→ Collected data
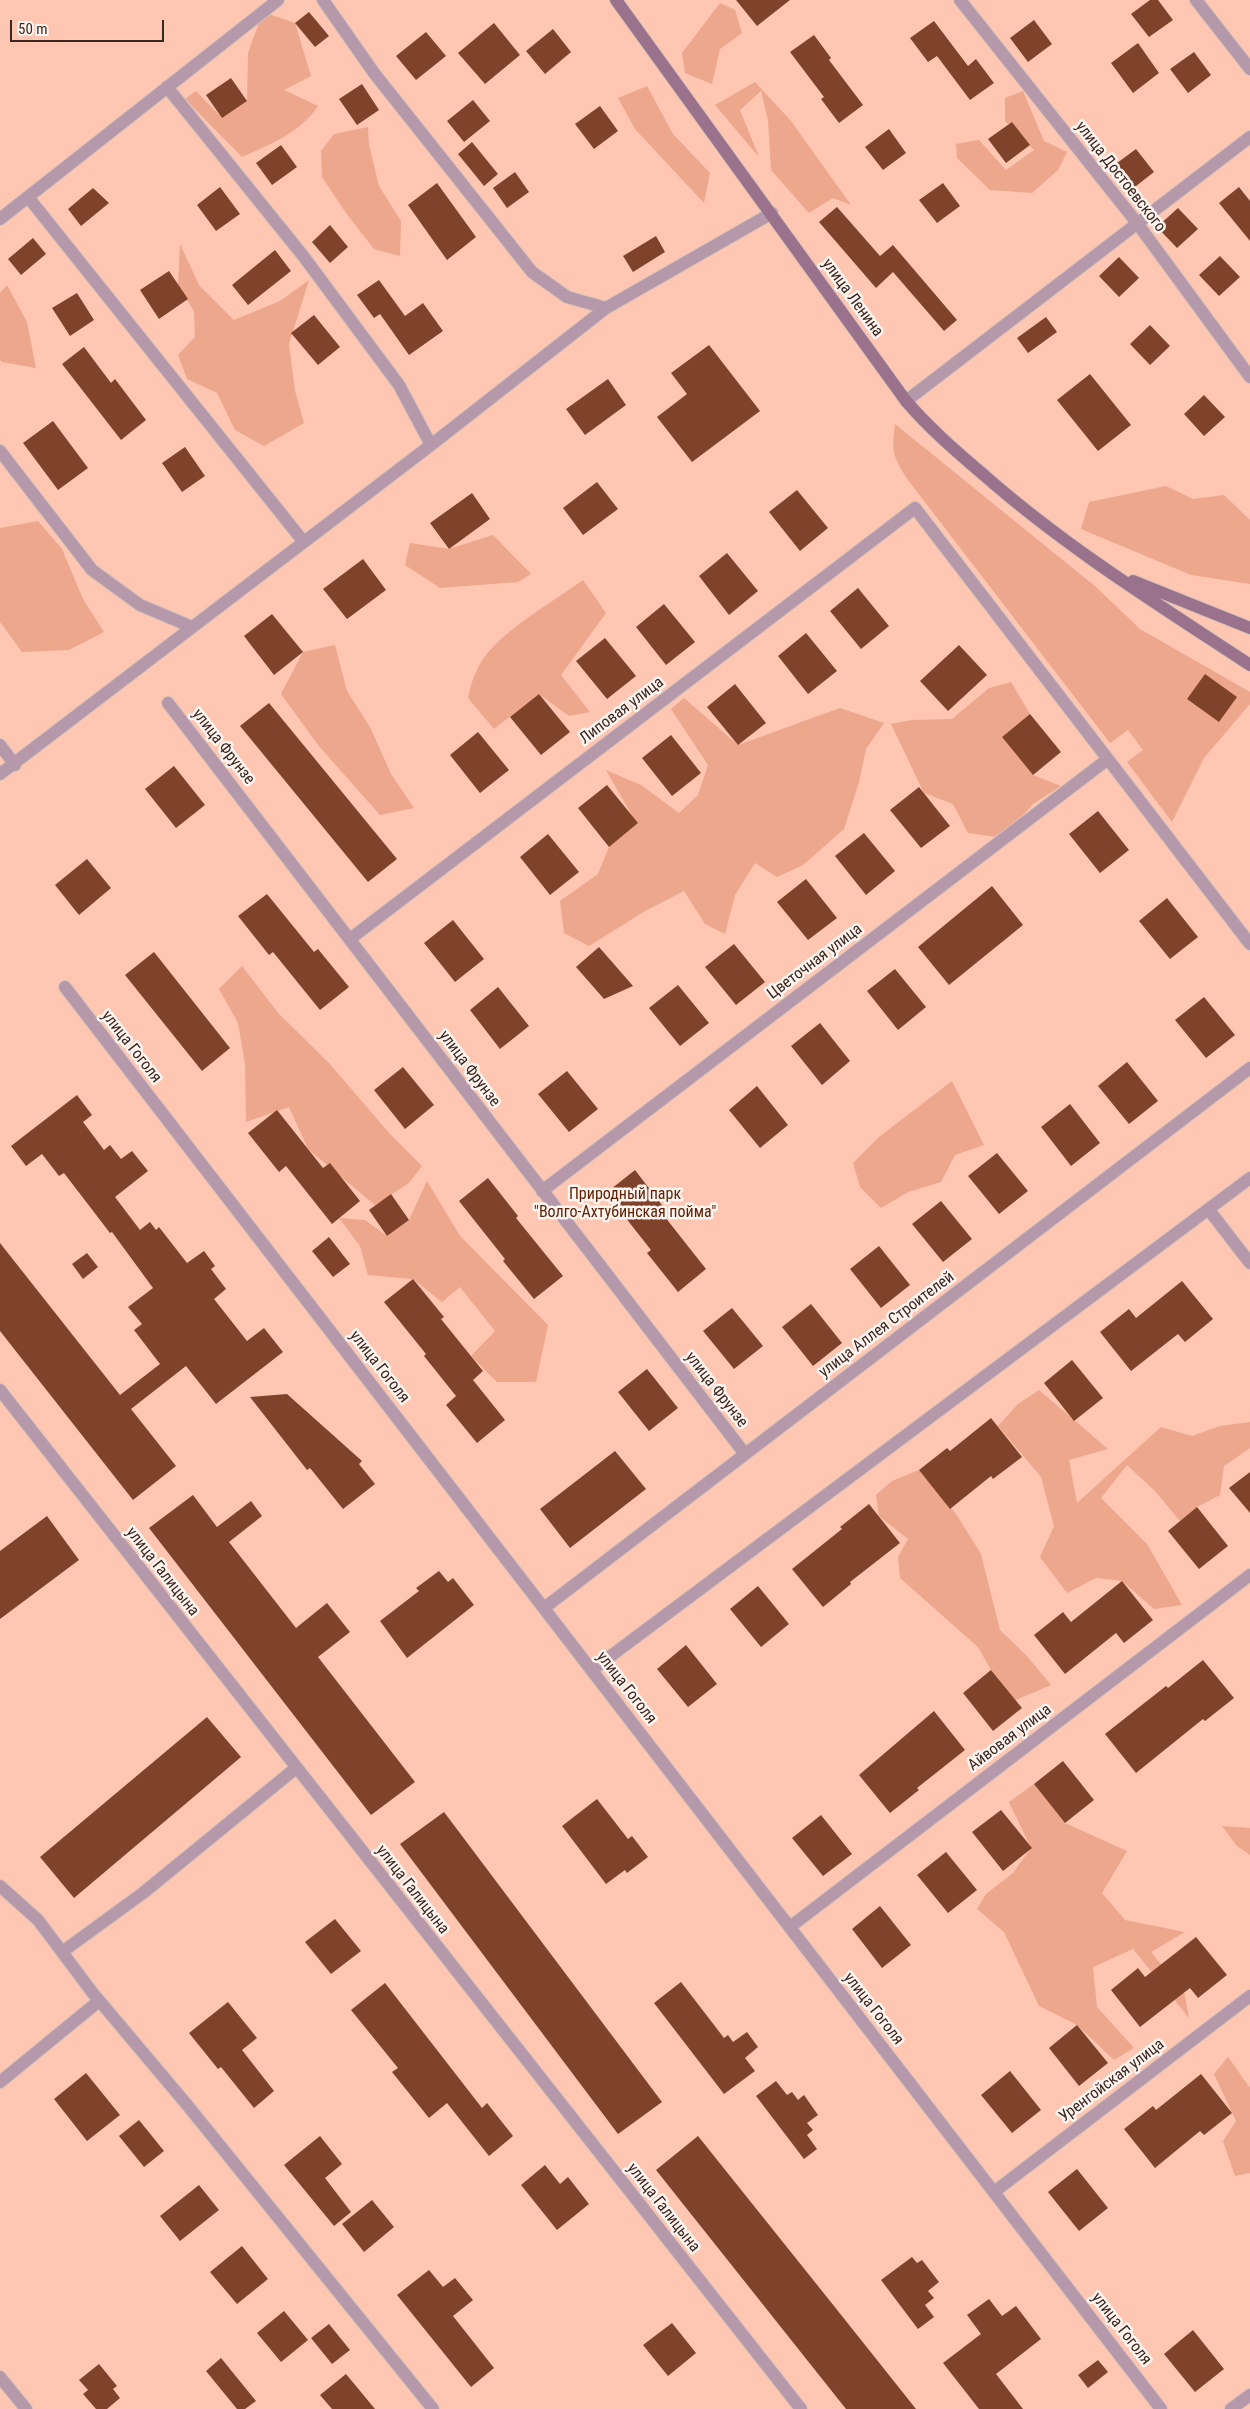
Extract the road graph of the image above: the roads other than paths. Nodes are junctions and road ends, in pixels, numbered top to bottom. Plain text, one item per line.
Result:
1 (278, 0) edge
2 (323, 0) edge
3 (616, 0) edge
4 (960, 0) edge
5 (1196, 0) edge
6 (1250, 70) edge
7 (167, 87) junction
8 (1250, 137) edge
9 (28, 197) junction
10 (772, 213) junction
11 (0, 220) edge
12 (1138, 224) junction
13 (606, 308) junction
14 (1250, 377) edge
15 (906, 401) junction
16 (431, 445) junction
17 (0, 451) edge
18 (303, 541) junction
19 (1107, 571) junction
20 (192, 627) junction
21 (1250, 628) edge
22 (1250, 665) edge
23 (168, 703) dead end
24 (0, 745) edge
25 (1108, 759) junction
26 (15, 764) junction
27 (0, 774) edge
28 (350, 939) junction
29 (1250, 944) edge
30 (65, 987) dead end
31 (1250, 1068) edge
32 (1250, 1178) edge
33 (542, 1190) junction
34 (1209, 1210) junction
35 (1250, 1263) edge
36 (0, 1390) edge
37 (745, 1454) junction
38 (1250, 1575) edge
39 (544, 1608) junction
40 (592, 1670) junction
41 (296, 1768) junction
42 (0, 1886) edge
43 (790, 1927) junction
44 (62, 1952) junction
45 (1250, 1996) edge
46 (99, 2000) junction
47 (0, 2082) edge
48 (994, 2192) junction
49 (0, 2376) edge
50 (1250, 2395) edge
51 (26, 2409) edge
52 (433, 2409) edge
53 (801, 2409) edge
54 (1161, 2409) edge
55 (1232, 2409) edge

1 - 7 street
2 - 13 street
3 - 10 street, улица Ленина
4 - 12 street, улица Достоевского
5 - 6 street
7 - 9 street
7 - 16 street
8 - 12 street
9 - 11 street
9 - 18 street
10 - 13 street
10 - 15 street, улица Ленина
12 - 14 street, улица Достоевского
12 - 15 street
13 - 16 street
15 - 19 street, улица Ленина
16 - 18 street
17 - 20 street
18 - 20 street
19 - 21 street
19 - 22 street
20 - 26 street
23 - 28 street, улица Фрунзе
24 - 26 street
25 - 28 street, Липовая улица
25 - 29 street
25 - 33 street, Цветочная улица
26 - 27 street
28 - 33 street, улица Фрунзе
30 - 39 street, улица Гоголя
31 - 37 street, улица Аллея Строителей
32 - 34 street
33 - 37 street, улица Фрунзе
34 - 35 street
34 - 40 street
36 - 41 street, улица Галицына
37 - 39 street, улица Аллея Строителей
38 - 43 street, Айвовая улица
39 - 40 street, улица Гоголя
40 - 43 street, улица Гоголя
41 - 44 street
41 - 53 street, улица Галицына
42 - 44 street
43 - 48 street, улица Гоголя
44 - 46 street
45 - 48 street, Уренгойская улица
46 - 47 street
46 - 52 street
48 - 54 street, улица Гоголя
49 - 51 street
50 - 55 street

→ Exercise details
What number of lines in the records hold "Фрунзе"? Reply with that number alone.

→ Response box
3